Previously, I would clone my dotfiles repository somewhere and then
symlink all the files from that directory into my home directory. E.g.,
`lndir $HOME/src/dotfiles $HOME`. The `lndir` package is available in
most distros, sometimes under one of the X11 packages, or installed
along with XQuartz on OS X. I wrote a (much) slower and simpler version
as a shell script for environments where it wasn't available (Termux,
mingw, headless boxes).
I like the symlinks approach quite a bit and I have used it for at least
the last 13 years:
*Pros*:
- It is a very minimalist solution; both simple and straightforward
without reliance on crazy scripts, directory structures, or
installation steps.
- I can install it on a fresh system with two commands that are easy to
remember and type.
- It provides a separation for in-progress files or changes that can get
symlinked only when ready.
- Working on dotfiles is the same workflow for any Git repository.

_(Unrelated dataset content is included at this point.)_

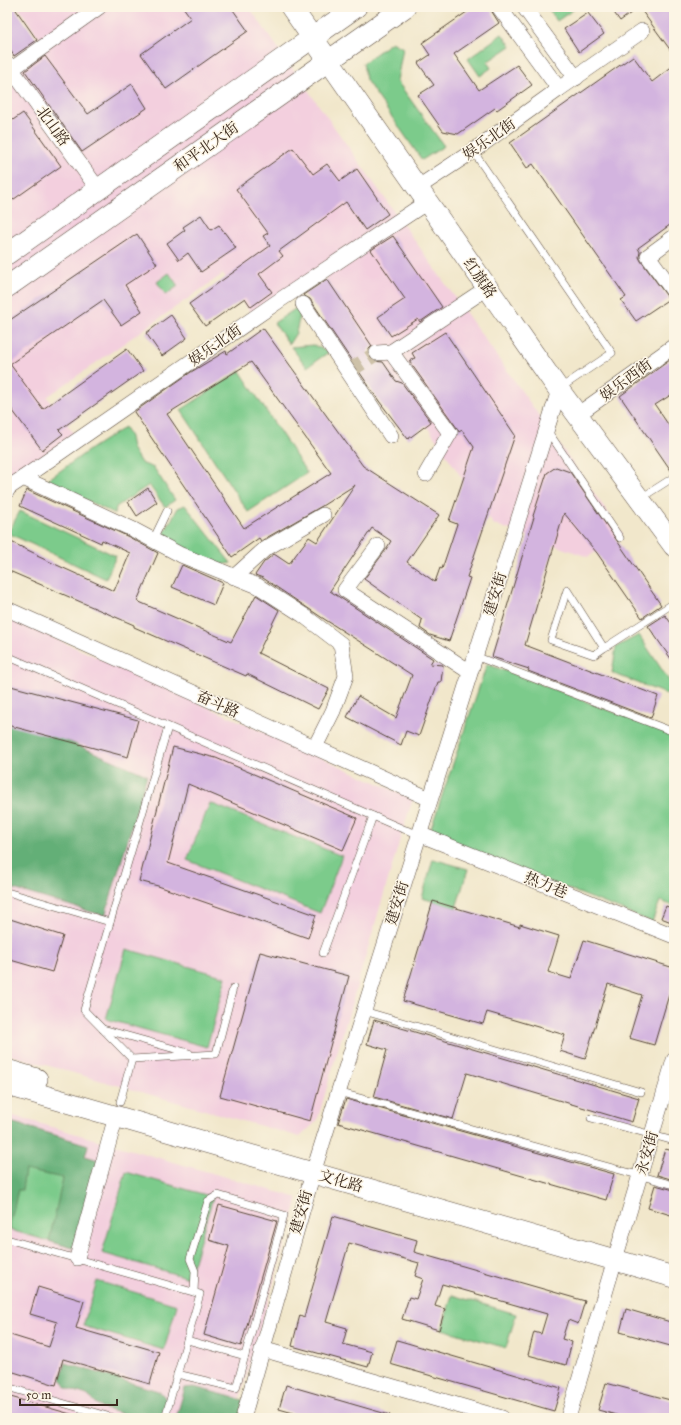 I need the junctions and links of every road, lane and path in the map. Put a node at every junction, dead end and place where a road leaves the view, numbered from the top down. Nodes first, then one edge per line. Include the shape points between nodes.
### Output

- It is not a Git-specific solution and will work with anything that
maintains a directory of files. (My dotfiles pre-date Git by many
years. See 882c3ac for reminiscing.)
- It's a nice way to "overlay" files and directories that I care to
version-control with files I don't care to version-control and want to
ignore.
*Cons*:
- There are two steps needed to create then install a file (sometimes
a pro, sometimes a con).
- Old, broken symlinks need to be removed from time to time (easily done
with `find . -xtype l`).
- I can only think of twice in all this time that having a symlink on
disk rather than a real file caused a problem, but it has happened.
- While it's possible to compare/contrast the installed files I am
version-controlling with sibling files that I am not, doing so isn't
straightforward -- in particular, my `~/tmp` directory tends to
accumulate cruft (and obviously the normal cruft under `~` as well).
Using a relocated Git work tree is decidedly less simple than symlinks.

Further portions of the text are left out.